The Meridian Gate (, Chữ Hán: 午門), also known as the South Gate, is the main gate to the Imperial City, Huế, located within the citadel of Huế.

History 
Constructed in 1833 in the traditional Vietnamese Nguyen style under the rule of emperor Minh Mạng, it was used by the sovereign as an observation point for troop movements and ceremonies. It was modeled after the Meridian Gate of the Forbidden City in Beijing, China. Like the original in Beijing, the Meridian Gate in Huế is composed of a main, central section and two protruding wings, representing que towers, traditional towers marking the entrance of palaces, temples and tombs.

The gate is divided into two levels: the stone and brick fortress-like base structure, and the more elaborate, palace-like upper level.

The ground level has five entrances, of which the centre one was always reserved for the monarch's use only. The two, slightly smaller, side entrances were reserved for mandarins, soldiers and horses. The two small arched entrances on the side were for the rest and commoners.

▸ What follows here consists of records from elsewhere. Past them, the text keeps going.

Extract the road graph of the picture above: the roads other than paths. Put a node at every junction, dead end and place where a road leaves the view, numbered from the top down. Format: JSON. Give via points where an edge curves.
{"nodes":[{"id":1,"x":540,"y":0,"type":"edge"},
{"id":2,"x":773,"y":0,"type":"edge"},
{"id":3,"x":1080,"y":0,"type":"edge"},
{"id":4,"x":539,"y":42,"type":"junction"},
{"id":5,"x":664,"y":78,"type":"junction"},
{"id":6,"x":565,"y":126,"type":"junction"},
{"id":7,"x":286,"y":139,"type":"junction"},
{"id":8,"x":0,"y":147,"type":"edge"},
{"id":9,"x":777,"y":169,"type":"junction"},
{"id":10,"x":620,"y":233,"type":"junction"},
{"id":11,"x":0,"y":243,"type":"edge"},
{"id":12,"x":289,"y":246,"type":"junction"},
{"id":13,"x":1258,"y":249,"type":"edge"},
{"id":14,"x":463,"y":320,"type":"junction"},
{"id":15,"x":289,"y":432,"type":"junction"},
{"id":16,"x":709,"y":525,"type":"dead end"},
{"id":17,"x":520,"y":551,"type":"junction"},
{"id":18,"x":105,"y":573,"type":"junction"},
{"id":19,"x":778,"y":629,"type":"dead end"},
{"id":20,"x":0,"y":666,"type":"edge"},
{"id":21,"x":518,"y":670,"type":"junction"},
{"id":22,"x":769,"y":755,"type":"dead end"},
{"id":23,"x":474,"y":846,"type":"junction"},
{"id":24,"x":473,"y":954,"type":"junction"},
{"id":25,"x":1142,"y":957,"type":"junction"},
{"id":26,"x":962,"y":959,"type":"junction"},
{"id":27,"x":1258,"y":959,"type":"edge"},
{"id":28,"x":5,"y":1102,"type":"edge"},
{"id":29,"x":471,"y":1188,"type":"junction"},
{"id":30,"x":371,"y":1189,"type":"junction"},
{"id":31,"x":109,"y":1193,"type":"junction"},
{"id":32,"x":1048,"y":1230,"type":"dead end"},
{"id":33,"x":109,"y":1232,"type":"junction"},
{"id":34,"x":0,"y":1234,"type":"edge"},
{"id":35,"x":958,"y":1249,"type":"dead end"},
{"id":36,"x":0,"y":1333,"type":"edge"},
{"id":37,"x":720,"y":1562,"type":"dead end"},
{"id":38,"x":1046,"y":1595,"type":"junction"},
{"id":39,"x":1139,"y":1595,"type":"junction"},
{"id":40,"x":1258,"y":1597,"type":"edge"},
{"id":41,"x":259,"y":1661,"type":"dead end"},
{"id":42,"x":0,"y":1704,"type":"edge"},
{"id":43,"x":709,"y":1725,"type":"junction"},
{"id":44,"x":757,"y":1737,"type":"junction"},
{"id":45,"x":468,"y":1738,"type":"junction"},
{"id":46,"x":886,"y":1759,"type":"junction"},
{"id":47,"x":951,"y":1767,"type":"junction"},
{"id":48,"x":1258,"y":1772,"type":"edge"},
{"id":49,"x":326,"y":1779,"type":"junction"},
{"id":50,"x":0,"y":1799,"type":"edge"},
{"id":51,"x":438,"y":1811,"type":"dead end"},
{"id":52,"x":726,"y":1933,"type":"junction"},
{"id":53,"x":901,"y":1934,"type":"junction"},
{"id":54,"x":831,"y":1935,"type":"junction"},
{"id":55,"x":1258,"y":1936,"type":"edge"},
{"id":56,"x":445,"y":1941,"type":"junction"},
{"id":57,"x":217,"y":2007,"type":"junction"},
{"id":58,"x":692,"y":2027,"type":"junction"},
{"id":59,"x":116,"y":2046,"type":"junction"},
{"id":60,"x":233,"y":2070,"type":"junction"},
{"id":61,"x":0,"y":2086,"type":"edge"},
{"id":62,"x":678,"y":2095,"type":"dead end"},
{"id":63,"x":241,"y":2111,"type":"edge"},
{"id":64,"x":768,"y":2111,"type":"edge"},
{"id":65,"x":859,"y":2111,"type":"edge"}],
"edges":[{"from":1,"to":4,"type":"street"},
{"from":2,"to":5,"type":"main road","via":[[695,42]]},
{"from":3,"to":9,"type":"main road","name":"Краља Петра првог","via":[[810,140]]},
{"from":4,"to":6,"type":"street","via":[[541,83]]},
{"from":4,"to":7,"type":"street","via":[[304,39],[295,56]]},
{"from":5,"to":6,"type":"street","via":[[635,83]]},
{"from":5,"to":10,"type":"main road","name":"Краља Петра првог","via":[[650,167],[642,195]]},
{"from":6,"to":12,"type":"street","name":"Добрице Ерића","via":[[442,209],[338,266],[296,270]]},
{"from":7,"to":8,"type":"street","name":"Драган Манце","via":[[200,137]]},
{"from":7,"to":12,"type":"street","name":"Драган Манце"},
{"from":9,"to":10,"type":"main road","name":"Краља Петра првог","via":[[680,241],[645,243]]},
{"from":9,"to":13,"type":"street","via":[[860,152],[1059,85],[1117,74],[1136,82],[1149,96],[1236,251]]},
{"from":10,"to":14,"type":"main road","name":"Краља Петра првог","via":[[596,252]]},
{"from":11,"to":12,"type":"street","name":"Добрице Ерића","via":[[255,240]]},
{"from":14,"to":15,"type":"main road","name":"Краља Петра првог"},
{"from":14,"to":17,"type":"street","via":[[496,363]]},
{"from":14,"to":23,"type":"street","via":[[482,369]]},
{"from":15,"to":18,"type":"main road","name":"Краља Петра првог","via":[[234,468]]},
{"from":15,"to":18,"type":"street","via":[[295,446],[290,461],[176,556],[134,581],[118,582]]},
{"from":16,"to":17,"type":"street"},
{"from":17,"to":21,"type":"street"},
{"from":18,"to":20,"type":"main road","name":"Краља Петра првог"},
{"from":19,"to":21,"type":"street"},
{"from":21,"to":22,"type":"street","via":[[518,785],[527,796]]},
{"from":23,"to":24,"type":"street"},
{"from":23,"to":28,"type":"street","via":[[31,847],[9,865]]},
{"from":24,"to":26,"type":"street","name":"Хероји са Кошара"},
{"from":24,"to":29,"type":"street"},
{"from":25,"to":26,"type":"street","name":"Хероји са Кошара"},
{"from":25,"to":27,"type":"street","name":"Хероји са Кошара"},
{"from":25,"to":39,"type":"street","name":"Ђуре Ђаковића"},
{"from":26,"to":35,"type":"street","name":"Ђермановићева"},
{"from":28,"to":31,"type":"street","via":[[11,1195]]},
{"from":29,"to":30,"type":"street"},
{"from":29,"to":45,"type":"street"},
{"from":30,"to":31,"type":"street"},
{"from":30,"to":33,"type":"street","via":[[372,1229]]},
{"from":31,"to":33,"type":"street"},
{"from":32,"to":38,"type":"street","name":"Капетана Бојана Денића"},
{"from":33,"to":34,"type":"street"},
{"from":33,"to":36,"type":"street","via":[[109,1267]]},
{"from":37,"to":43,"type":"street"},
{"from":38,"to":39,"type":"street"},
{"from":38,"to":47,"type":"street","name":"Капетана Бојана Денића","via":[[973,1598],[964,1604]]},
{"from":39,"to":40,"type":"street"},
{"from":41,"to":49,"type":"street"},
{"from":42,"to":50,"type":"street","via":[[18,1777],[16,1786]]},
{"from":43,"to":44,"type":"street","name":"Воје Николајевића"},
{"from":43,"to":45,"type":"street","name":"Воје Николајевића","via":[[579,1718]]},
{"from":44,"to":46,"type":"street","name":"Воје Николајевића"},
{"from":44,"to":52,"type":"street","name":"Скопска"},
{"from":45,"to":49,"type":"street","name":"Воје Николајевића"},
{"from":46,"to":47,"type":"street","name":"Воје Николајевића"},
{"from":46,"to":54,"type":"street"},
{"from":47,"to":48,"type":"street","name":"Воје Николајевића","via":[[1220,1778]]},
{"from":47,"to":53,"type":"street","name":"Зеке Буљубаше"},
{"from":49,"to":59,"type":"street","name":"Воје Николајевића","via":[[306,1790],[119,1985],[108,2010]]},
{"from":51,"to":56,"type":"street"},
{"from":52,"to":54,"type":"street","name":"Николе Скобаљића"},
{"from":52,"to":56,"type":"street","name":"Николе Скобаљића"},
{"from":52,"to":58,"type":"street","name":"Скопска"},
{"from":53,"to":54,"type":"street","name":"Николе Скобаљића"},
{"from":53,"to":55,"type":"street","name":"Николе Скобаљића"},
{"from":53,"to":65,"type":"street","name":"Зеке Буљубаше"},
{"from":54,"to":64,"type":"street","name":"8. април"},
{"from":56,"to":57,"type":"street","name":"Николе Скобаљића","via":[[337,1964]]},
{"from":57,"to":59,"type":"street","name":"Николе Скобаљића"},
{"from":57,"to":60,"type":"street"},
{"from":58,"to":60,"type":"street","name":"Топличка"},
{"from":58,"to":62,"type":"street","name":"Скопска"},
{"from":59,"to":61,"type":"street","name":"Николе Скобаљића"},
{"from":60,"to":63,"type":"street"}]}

The upper level consists of the "Five-Phoenix Pavilion" (Lầu Ngũ Phụng). From the main hall, the emperor would watch troop movements and his subjects bringing homage. The pavilion's roof is decked in imperial yellow, glazed ceramic roof tiles. On the roof tiles are various animals and creatures to ward off evil. The main hall is flanked by two side pavilions, which were reserved for members of the court.

The gate was able to survive the large-scale destruction during the Vietnam War.